*What the task requires:* For every record here, output an exact copy.

*The records:*
----
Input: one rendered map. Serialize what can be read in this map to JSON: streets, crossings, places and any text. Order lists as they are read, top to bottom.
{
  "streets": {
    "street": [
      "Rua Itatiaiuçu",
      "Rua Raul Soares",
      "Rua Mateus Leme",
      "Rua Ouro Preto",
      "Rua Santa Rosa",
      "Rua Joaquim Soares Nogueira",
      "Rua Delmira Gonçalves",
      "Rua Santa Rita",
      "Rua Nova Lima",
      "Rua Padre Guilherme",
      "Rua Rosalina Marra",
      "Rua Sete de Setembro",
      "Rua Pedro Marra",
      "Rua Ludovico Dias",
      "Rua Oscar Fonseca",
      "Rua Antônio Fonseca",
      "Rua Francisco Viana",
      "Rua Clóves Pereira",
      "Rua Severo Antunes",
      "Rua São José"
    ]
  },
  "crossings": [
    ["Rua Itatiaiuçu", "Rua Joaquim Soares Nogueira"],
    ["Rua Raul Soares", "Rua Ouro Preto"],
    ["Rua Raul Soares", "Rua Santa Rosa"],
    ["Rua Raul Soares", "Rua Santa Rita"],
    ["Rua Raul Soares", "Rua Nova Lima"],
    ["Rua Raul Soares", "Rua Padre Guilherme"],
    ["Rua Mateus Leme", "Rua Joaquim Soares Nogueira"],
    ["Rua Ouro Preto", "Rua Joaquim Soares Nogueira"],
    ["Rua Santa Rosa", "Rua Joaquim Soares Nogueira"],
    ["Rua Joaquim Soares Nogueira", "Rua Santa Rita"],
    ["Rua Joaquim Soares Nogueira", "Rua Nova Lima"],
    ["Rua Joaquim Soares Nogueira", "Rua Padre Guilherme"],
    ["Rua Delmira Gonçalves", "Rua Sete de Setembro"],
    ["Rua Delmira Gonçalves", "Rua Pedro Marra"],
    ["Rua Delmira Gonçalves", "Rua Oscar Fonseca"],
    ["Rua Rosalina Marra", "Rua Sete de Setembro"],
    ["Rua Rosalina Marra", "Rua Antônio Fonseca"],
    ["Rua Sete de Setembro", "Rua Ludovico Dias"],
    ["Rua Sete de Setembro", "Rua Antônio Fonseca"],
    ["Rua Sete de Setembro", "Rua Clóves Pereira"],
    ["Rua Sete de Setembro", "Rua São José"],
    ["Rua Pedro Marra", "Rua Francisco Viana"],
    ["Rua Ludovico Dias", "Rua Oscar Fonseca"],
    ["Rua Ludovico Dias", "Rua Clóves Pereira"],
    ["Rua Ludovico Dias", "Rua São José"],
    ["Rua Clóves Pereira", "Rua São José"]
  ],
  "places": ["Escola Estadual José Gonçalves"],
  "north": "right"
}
----
*Exercise response:*
Input: one rendered map. Serialize what can be read in this map to JSON: streets, crossings, places and any text. Order lists as they are read, top to bottom.
{
  "streets": {
    "street": [
      "Rua Itatiaiuçu",
      "Rua Raul Soares",
      "Rua Mateus Leme",
      "Rua Ouro Preto",
      "Rua Santa Rosa",
      "Rua Joaquim Soares Nogueira",
      "Rua Delmira Gonçalves",
      "Rua Santa Rita",
      "Rua Nova Lima",
      "Rua Padre Guilherme",
      "Rua Rosalina Marra",
      "Rua Sete de Setembro",
      "Rua Pedro Marra",
      "Rua Ludovico Dias",
      "Rua Oscar Fonseca",
      "Rua Antônio Fonseca",
      "Rua Francisco Viana",
      "Rua Clóves Pereira",
      "Rua Severo Antunes",
      "Rua São José"
    ]
  },
  "crossings": [
    ["Rua Itatiaiuçu", "Rua Joaquim Soares Nogueira"],
    ["Rua Raul Soares", "Rua Ouro Preto"],
    ["Rua Raul Soares", "Rua Santa Rosa"],
    ["Rua Raul Soares", "Rua Santa Rita"],
    ["Rua Raul Soares", "Rua Nova Lima"],
    ["Rua Raul Soares", "Rua Padre Guilherme"],
    ["Rua Mateus Leme", "Rua Joaquim Soares Nogueira"],
    ["Rua Ouro Preto", "Rua Joaquim Soares Nogueira"],
    ["Rua Santa Rosa", "Rua Joaquim Soares Nogueira"],
    ["Rua Joaquim Soares Nogueira", "Rua Santa Rita"],
    ["Rua Joaquim Soares Nogueira", "Rua Nova Lima"],
    ["Rua Joaquim Soares Nogueira", "Rua Padre Guilherme"],
    ["Rua Delmira Gonçalves", "Rua Sete de Setembro"],
    ["Rua Delmira Gonçalves", "Rua Pedro Marra"],
    ["Rua Delmira Gonçalves", "Rua Oscar Fonseca"],
    ["Rua Rosalina Marra", "Rua Sete de Setembro"],
    ["Rua Rosalina Marra", "Rua Antônio Fonseca"],
    ["Rua Sete de Setembro", "Rua Ludovico Dias"],
    ["Rua Sete de Setembro", "Rua Antônio Fonseca"],
    ["Rua Sete de Setembro", "Rua Clóves Pereira"],
    ["Rua Sete de Setembro", "Rua São José"],
    ["Rua Pedro Marra", "Rua Francisco Viana"],
    ["Rua Ludovico Dias", "Rua Oscar Fonseca"],
    ["Rua Ludovico Dias", "Rua Clóves Pereira"],
    ["Rua Ludovico Dias", "Rua São José"],
    ["Rua Clóves Pereira", "Rua São José"]
  ],
  "places": ["Escola Estadual José Gonçalves"],
  "north": "right"
}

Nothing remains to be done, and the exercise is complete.